Earlier this year, an amazing professional organizer named Agnes came into my entropic apartment and -- with a kind of charming, New Agey relentlessness -- whipped my things into shape. Much was thrown out. Much was filed away. Some was placed into storage. And throughout the process I longed for it all to be ... over. Not that I didn't enjoy Agnes's company. Not that I wasn't insanely thrilled when my wife and son returned from work and school, respectively, to find order where there had previously been chaos (almost all of it due to my habitual clutterosity). It's just that it was so very difficult for me to sit in the place where I had made a mess and face that mess. If Agnes hadn't been here I would have (a) slept, (b) gone to the cafe, (c) joined the Foreign Legion -- anything to get away from the piles of me-ness everywhere: bills, magazines, books, the occasional buried snack ... But whenever I showed signs of flagging, Agnes would cheerfully urge me on to the next task: open that envelope, shred those receipts, have a sip of coffee, now let's go to Ikea and buy some bookshelves! ...
It was exhausting. It was challenging. It changed my life.
And now I'm on my own. I mean, Agnes is still available; it's just that I can't afford her right now. Which is just as well, in a way, as the whole point -- or at least most of the point -- was for me to make a habit out of organizing my own stuff. And in the past, busy months, my desk -- pristine as of Agnes's last visit -- had again become overrun with papers, wires, DVD's, and such. I could feel the Old Me creeping back -- see it, actually, as it teetered on either side of my laptop, threatening to collapse. Would all of my hard work with Agnes have been for naught?
No, not for naught: What Agnes did was establish a place for each sort of thing to go -- plastic bins, file drawers, CD and DVD towers, bookcases, and little magnetic basket thingies for receipts and BART tickets. And what I learned this weekend was that I could summon my Inner Agnes. I firmly but cheerfully coaxed myself into sorting, throwing out, etc. I even made a couple of labels to put on things (never underestimate the pleasures to be had from a good labeler). And when the obsessive-compulsive person who lives beneath my slothful exterior showed signs of taking over and demanding an impossible level of perfection, I ordered myself to take a deep breath and a long sip of coffee, then went back to the task at hand (accomplishing it imperfectly).
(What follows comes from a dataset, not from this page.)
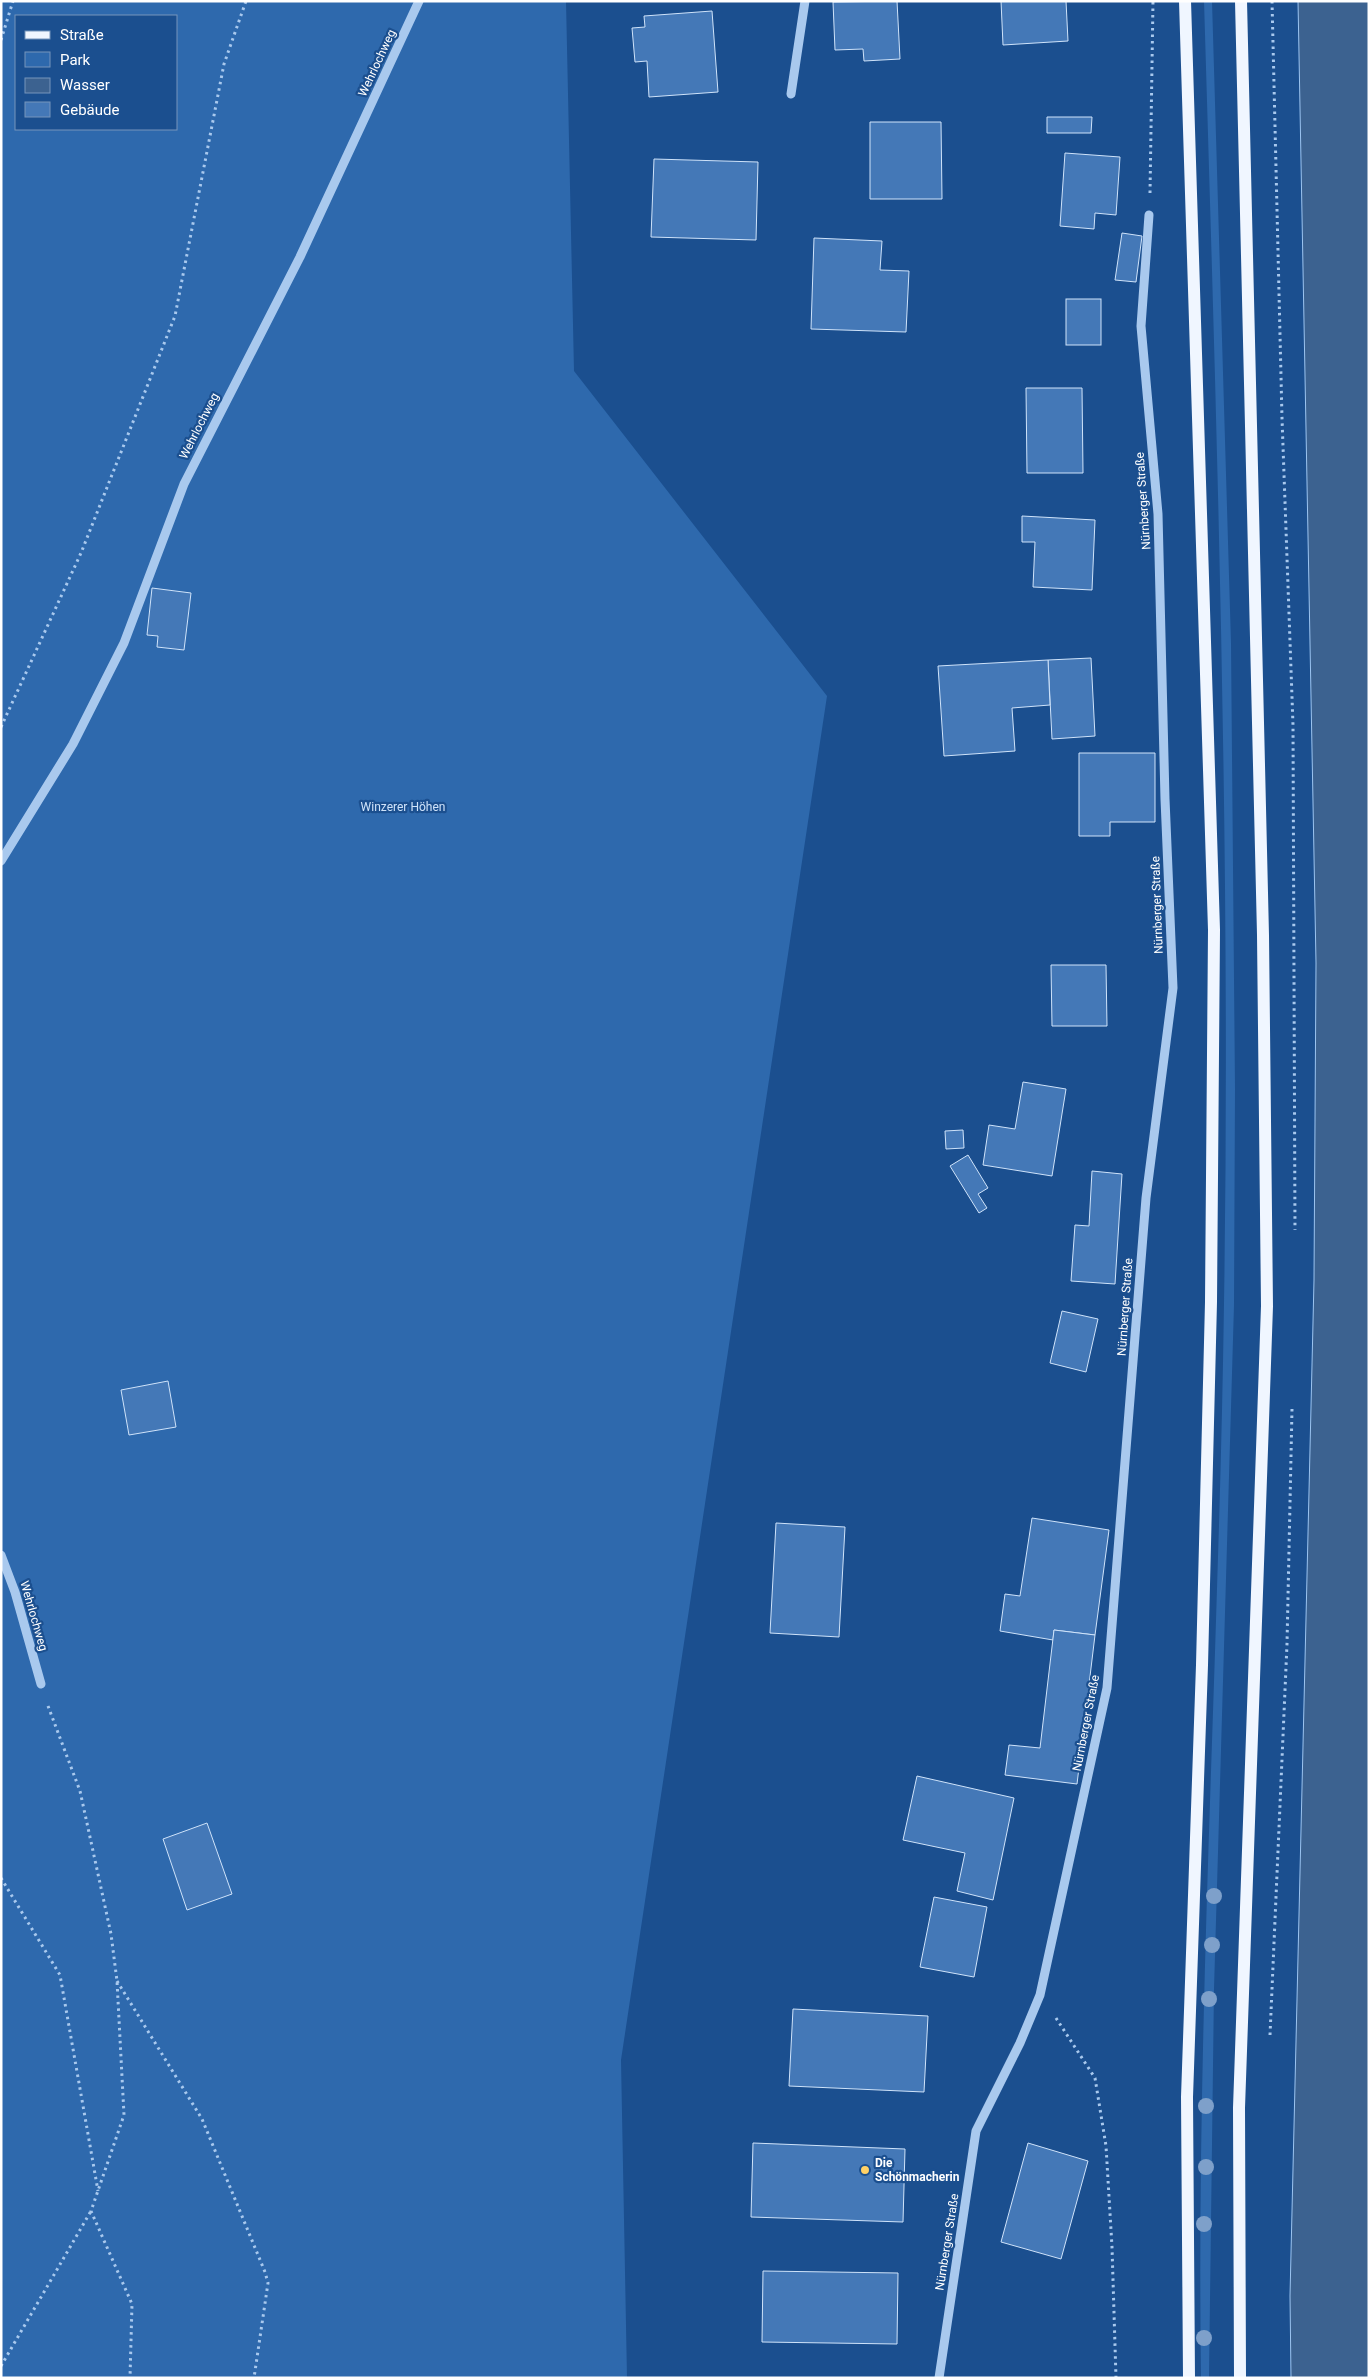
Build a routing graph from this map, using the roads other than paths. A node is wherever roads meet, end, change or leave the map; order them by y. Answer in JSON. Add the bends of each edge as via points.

All the while, the sadistic person living inside that obsessive-compulsive person would be reminding me off all the other tasks that I wasn't accomplishing. But fortunately my Inner Agnes would keep my eyes focused on the particular thing I was doing: a small thing in and of itself, but the kind of thing that -- in aggregate -- clears away the clutter of self-recrimination and makes space for ... life? work? happiness?
I don't want to get carried away here. I mean, I'm just saying I straightened things up a bit. But I guess I'm also saying that this felt wonderful and new and right. Thank you, Agnes -- both within and without. I think you're neat.